Transcribe each entry exactly as it appears, leaving out any picture it holds.

-=-=-

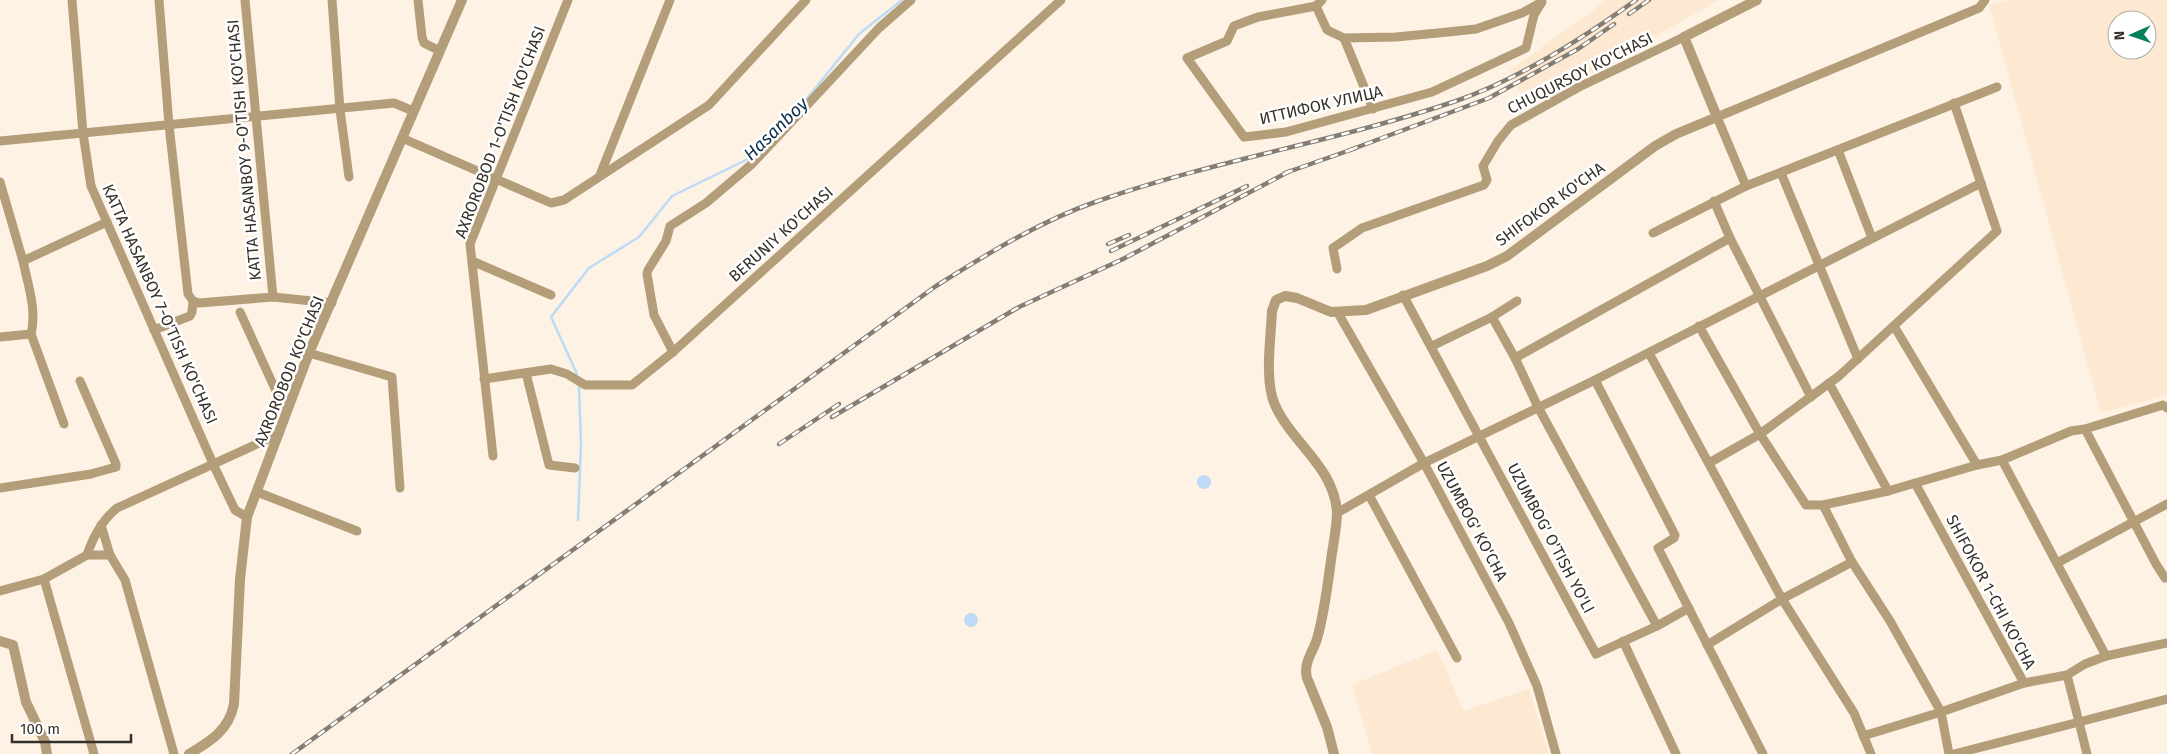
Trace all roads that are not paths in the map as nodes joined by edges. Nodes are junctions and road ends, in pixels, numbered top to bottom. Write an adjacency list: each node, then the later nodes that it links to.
1 (72, 0): 27 (street, KATTA HASANBOY 7-O'TISH KO'CHASI)
2 (159, 0): 26 (street)
3 (245, 0): 24 (street, KATTA HASANBOY 9-O'TISH KO'CHASI)
4 (332, 0): 22 (street)
5 (418, 0): 18 (street)
6 (462, 0): 18 (street, AXROROBOD KO'CHASI)
7 (568, 0): 34 (street, AXROROBOD 1-O'TISH KO'CHASI)
8 (670, 0): 32 (street)
9 (806, 0): 32 (street)
10 (911, 0): 64 (street)
11 (1061, 0): 64 (street, BERUNIY KO'CHASI)
12 (1757, 0): 16 (street, CHUQURSOY KO'CHASI)
13 (1985, 0): 25 (street)
14 (1543, 1): 17 (street, ИТТИФОК УЛИЦА); 21 (street, ИТТИФОК УЛИЦА)
15 (1319, 3): 17 (street, ИТТИФОК УЛИЦА); 21 (street, ИТТИФОК УЛИЦА)
16 (1684, 37): 25 (street); 47 (street, CHUQURSOY KO'CHASI)
17 (1344, 38): 21 (street)
18 (440, 51): 23 (street, AXROROBOD KO'CHASI)
19 (1997, 87): 20 (street)
20 (1954, 103): 30 (street); 36 (street)
21 (1372, 109)
22 (340, 110): 23 (street); 24 (street); 33 (street)
23 (413, 111): 28 (street, AXROROBOD KO'CHASI)
24 (255, 117): 26 (street); 51 (street, KATTA HASANBOY 9-O'TISH KO'CHASI)
25 (1717, 117): 37 (street); 49 (street, SHIFOKOR KO'CHA)
26 (169, 125): 27 (street); 52 (street)
27 (84, 133): 29 (street); 40 (street, KATTA HASANBOY 7-O'TISH KO'CHASI)
28 (402, 138): 34 (street); 54 (street, AXROROBOD KO'CHASI)
29 (0, 141)
30 (1838, 150): 31 (street); 43 (street)
31 (1781, 174): 37 (street); 46 (street)
32 (600, 175): 34 (street)
33 (348, 177)
34 (496, 177): 45 (street, AXROROBOD 1-O'TISH KO'CHASI)
35 (0, 182): 38 (street)
36 (1981, 183): 43 (street); 59 (street)
37 (1746, 186): 39 (street)
38 (1, 193): 44 (street)
39 (1714, 201): 41 (street); 42 (street)
40 (107, 222): 44 (street); 60 (street, KATTA HASANBOY 7-O'TISH KO'CHASI)
41 (1653, 233)
42 (1730, 238): 50 (street); 67 (street)
43 (1872, 238): 46 (street)
44 (23, 261): 61 (street)
45 (472, 261): 48 (street); 70 (street, AXROROBOD 1-O'TISH KO'CHASI)
46 (1819, 264): 50 (street); 68 (street)
47 (1337, 269)
48 (551, 295)
49 (1403, 295): 56 (street, SHIFOKOR KO'CHA); 63 (street, UZUMBOG' O'TISH YO'LI)
50 (1759, 295): 58 (street); 74 (street)
51 (273, 298): 52 (street); 54 (street)
52 (193, 301): 60 (street)
53 (1517, 301): 57 (street)
54 (332, 303): 65 (street, AXROROBOD KO'CHASI)
55 (240, 312): 77 (street)
56 (1338, 313): 85 (street, UZUMBOG' KO'CHA); 98 (street, SHIFOKOR KO'CHA)
57 (1492, 317): 63 (street); 67 (street)
58 (1700, 326): 66 (street); 81 (street)
59 (1894, 326): 68 (street); 87 (street)
60 (154, 330): 88 (street, KATTA HASANBOY 7-O'TISH KO'CHASI)
61 (30, 334): 62 (street); 78 (street)
62 (0, 338)
63 (1432, 346): 82 (street, UZUMBOG' O'TISH YO'LI)
64 (673, 352): 69 (street, BERUNIY KO'CHASI)
65 (309, 353): 77 (street, AXROROBOD KO'CHASI); 92 (street)
66 (1649, 353): 71 (street); 86 (street)
67 (1515, 358): 75 (street)
68 (1858, 359): 73 (street)
69 (526, 373): 70 (street, BERUNIY KO'CHASI); 89 (street)
70 (484, 379): 83 (street, AXROROBOD 1-O'TISH KO'CHASI)
71 (1595, 380): 75 (street); 111 (street)
72 (80, 381): 91 (street)
73 (1829, 383): 74 (street); 93 (street)
74 (1810, 397): 81 (street)
75 (1538, 407): 82 (street); 112 (street)
76 (2167, 408): 79 (street)
77 (286, 413): 80 (street, AXROROBOD KO'CHASI)
78 (64, 424)
79 (2085, 430): 84 (street); 100 (street)
80 (279, 434): 88 (street); 94 (street, AXROROBOD KO'CHASI)
81 (1760, 434): 86 (street); 97 (street)
82 (1480, 436): 85 (street); 114 (street, UZUMBOG' O'TISH YO'LI)
83 (493, 456)
84 (2002, 460): 87 (street); 106 (street)
85 (1424, 463): 95 (street); 130 (street, UZUMBOG' KO'CHA)
86 (1709, 463): 110 (street)
87 (1977, 465): 90 (street)
88 (214, 466): 99 (street, KATTA HASANBOY 7-O'TISH KO'CHASI); 101 (street)
89 (575, 468)
90 (1915, 482): 93 (street); 120 (street, SHIFOKOR 1-CHI KO'CHA)
91 (0, 488)
92 (400, 488)
93 (1888, 491): 97 (street)
94 (257, 492): 99 (street, AXROROBOD KO'CHASI); 102 (street)
95 (1369, 495): 98 (street); 118 (street)
96 (2167, 504): 100 (street)
97 (1824, 505): 105 (street)
98 (1337, 513): 129 (street)
99 (247, 517): 128 (street, AXROROBOD KO'CHASI)
100 (2134, 522): 106 (street); 107 (street)
101 (101, 525): 103 (street); 104 (street)
102 (357, 531)
103 (87, 555): 104 (street); 108 (street)
104 (110, 555): 127 (street)
105 (1852, 562): 110 (street); 122 (street)
106 (2057, 562): 117 (street)
107 (2167, 577)
108 (44, 579): 109 (street); 126 (street)
109 (0, 590)
110 (1782, 599): 116 (street); 124 (street)
111 (1689, 608): 112 (street); 116 (street)
112 (1657, 626): 114 (street)
113 (0, 641): 125 (street)
114 (1623, 641): 131 (street)
115 (2167, 643): 117 (street)
116 (1707, 644): 132 (street)
117 (2106, 656): 119 (street)
118 (1457, 658)
119 (2064, 676): 120 (street, SHIFOKOR 1-CHI KO'CHA); 123 (street)
120 (2024, 683): 122 (street)
121 (2167, 699): 123 (street)
122 (1941, 712): 124 (street); 134 (street)
123 (2079, 722): 135 (street); 136 (street)
124 (1863, 736): 133 (street)
125 (47, 754)
126 (94, 754)
127 (174, 754)
128 (189, 754)
129 (1334, 754)
130 (1556, 754)
131 (1676, 754)
132 (1763, 754)
133 (1871, 754)
134 (1949, 754)
135 (1954, 754)
136 (2087, 754)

-=-=-

Output of the exercise
Trace all roads that are not paths in the map as nodes joined by edges. Nodes are junctions and road ends, in pixels, numbered top to bottom. Write an adjacency list: each node, then the later nodes that it links to.
1 (72, 0): 27 (street, KATTA HASANBOY 7-O'TISH KO'CHASI)
2 (159, 0): 26 (street)
3 (245, 0): 24 (street, KATTA HASANBOY 9-O'TISH KO'CHASI)
4 (332, 0): 22 (street)
5 (418, 0): 18 (street)
6 (462, 0): 18 (street, AXROROBOD KO'CHASI)
7 (568, 0): 34 (street, AXROROBOD 1-O'TISH KO'CHASI)
8 (670, 0): 32 (street)
9 (806, 0): 32 (street)
10 (911, 0): 64 (street)
11 (1061, 0): 64 (street, BERUNIY KO'CHASI)
12 (1757, 0): 16 (street, CHUQURSOY KO'CHASI)
13 (1985, 0): 25 (street)
14 (1543, 1): 17 (street, ИТТИФОК УЛИЦА); 21 (street, ИТТИФОК УЛИЦА)
15 (1319, 3): 17 (street, ИТТИФОК УЛИЦА); 21 (street, ИТТИФОК УЛИЦА)
16 (1684, 37): 25 (street); 47 (street, CHUQURSOY KO'CHASI)
17 (1344, 38): 21 (street)
18 (440, 51): 23 (street, AXROROBOD KO'CHASI)
19 (1997, 87): 20 (street)
20 (1954, 103): 30 (street); 36 (street)
21 (1372, 109)
22 (340, 110): 23 (street); 24 (street); 33 (street)
23 (413, 111): 28 (street, AXROROBOD KO'CHASI)
24 (255, 117): 26 (street); 51 (street, KATTA HASANBOY 9-O'TISH KO'CHASI)
25 (1717, 117): 37 (street); 49 (street, SHIFOKOR KO'CHA)
26 (169, 125): 27 (street); 52 (street)
27 (84, 133): 29 (street); 40 (street, KATTA HASANBOY 7-O'TISH KO'CHASI)
28 (402, 138): 34 (street); 54 (street, AXROROBOD KO'CHASI)
29 (0, 141)
30 (1838, 150): 31 (street); 43 (street)
31 (1781, 174): 37 (street); 46 (street)
32 (600, 175): 34 (street)
33 (348, 177)
34 (496, 177): 45 (street, AXROROBOD 1-O'TISH KO'CHASI)
35 (0, 182): 38 (street)
36 (1981, 183): 43 (street); 59 (street)
37 (1746, 186): 39 (street)
38 (1, 193): 44 (street)
39 (1714, 201): 41 (street); 42 (street)
40 (107, 222): 44 (street); 60 (street, KATTA HASANBOY 7-O'TISH KO'CHASI)
41 (1653, 233)
42 (1730, 238): 50 (street); 67 (street)
43 (1872, 238): 46 (street)
44 (23, 261): 61 (street)
45 (472, 261): 48 (street); 70 (street, AXROROBOD 1-O'TISH KO'CHASI)
46 (1819, 264): 50 (street); 68 (street)
47 (1337, 269)
48 (551, 295)
49 (1403, 295): 56 (street, SHIFOKOR KO'CHA); 63 (street, UZUMBOG' O'TISH YO'LI)
50 (1759, 295): 58 (street); 74 (street)
51 (273, 298): 52 (street); 54 (street)
52 (193, 301): 60 (street)
53 (1517, 301): 57 (street)
54 (332, 303): 65 (street, AXROROBOD KO'CHASI)
55 (240, 312): 77 (street)
56 (1338, 313): 85 (street, UZUMBOG' KO'CHA); 98 (street, SHIFOKOR KO'CHA)
57 (1492, 317): 63 (street); 67 (street)
58 (1700, 326): 66 (street); 81 (street)
59 (1894, 326): 68 (street); 87 (street)
60 (154, 330): 88 (street, KATTA HASANBOY 7-O'TISH KO'CHASI)
61 (30, 334): 62 (street); 78 (street)
62 (0, 338)
63 (1432, 346): 82 (street, UZUMBOG' O'TISH YO'LI)
64 (673, 352): 69 (street, BERUNIY KO'CHASI)
65 (309, 353): 77 (street, AXROROBOD KO'CHASI); 92 (street)
66 (1649, 353): 71 (street); 86 (street)
67 (1515, 358): 75 (street)
68 (1858, 359): 73 (street)
69 (526, 373): 70 (street, BERUNIY KO'CHASI); 89 (street)
70 (484, 379): 83 (street, AXROROBOD 1-O'TISH KO'CHASI)
71 (1595, 380): 75 (street); 111 (street)
72 (80, 381): 91 (street)
73 (1829, 383): 74 (street); 93 (street)
74 (1810, 397): 81 (street)
75 (1538, 407): 82 (street); 112 (street)
76 (2167, 408): 79 (street)
77 (286, 413): 80 (street, AXROROBOD KO'CHASI)
78 (64, 424)
79 (2085, 430): 84 (street); 100 (street)
80 (279, 434): 88 (street); 94 (street, AXROROBOD KO'CHASI)
81 (1760, 434): 86 (street); 97 (street)
82 (1480, 436): 85 (street); 114 (street, UZUMBOG' O'TISH YO'LI)
83 (493, 456)
84 (2002, 460): 87 (street); 106 (street)
85 (1424, 463): 95 (street); 130 (street, UZUMBOG' KO'CHA)
86 (1709, 463): 110 (street)
87 (1977, 465): 90 (street)
88 (214, 466): 99 (street, KATTA HASANBOY 7-O'TISH KO'CHASI); 101 (street)
89 (575, 468)
90 (1915, 482): 93 (street); 120 (street, SHIFOKOR 1-CHI KO'CHA)
91 (0, 488)
92 (400, 488)
93 (1888, 491): 97 (street)
94 (257, 492): 99 (street, AXROROBOD KO'CHASI); 102 (street)
95 (1369, 495): 98 (street); 118 (street)
96 (2167, 504): 100 (street)
97 (1824, 505): 105 (street)
98 (1337, 513): 129 (street)
99 (247, 517): 128 (street, AXROROBOD KO'CHASI)
100 (2134, 522): 106 (street); 107 (street)
101 (101, 525): 103 (street); 104 (street)
102 (357, 531)
103 (87, 555): 104 (street); 108 (street)
104 (110, 555): 127 (street)
105 (1852, 562): 110 (street); 122 (street)
106 (2057, 562): 117 (street)
107 (2167, 577)
108 (44, 579): 109 (street); 126 (street)
109 (0, 590)
110 (1782, 599): 116 (street); 124 (street)
111 (1689, 608): 112 (street); 116 (street)
112 (1657, 626): 114 (street)
113 (0, 641): 125 (street)
114 (1623, 641): 131 (street)
115 (2167, 643): 117 (street)
116 (1707, 644): 132 (street)
117 (2106, 656): 119 (street)
118 (1457, 658)
119 (2064, 676): 120 (street, SHIFOKOR 1-CHI KO'CHA); 123 (street)
120 (2024, 683): 122 (street)
121 (2167, 699): 123 (street)
122 (1941, 712): 124 (street); 134 (street)
123 (2079, 722): 135 (street); 136 (street)
124 (1863, 736): 133 (street)
125 (47, 754)
126 (94, 754)
127 (174, 754)
128 (189, 754)
129 (1334, 754)
130 (1556, 754)
131 (1676, 754)
132 (1763, 754)
133 (1871, 754)
134 (1949, 754)
135 (1954, 754)
136 (2087, 754)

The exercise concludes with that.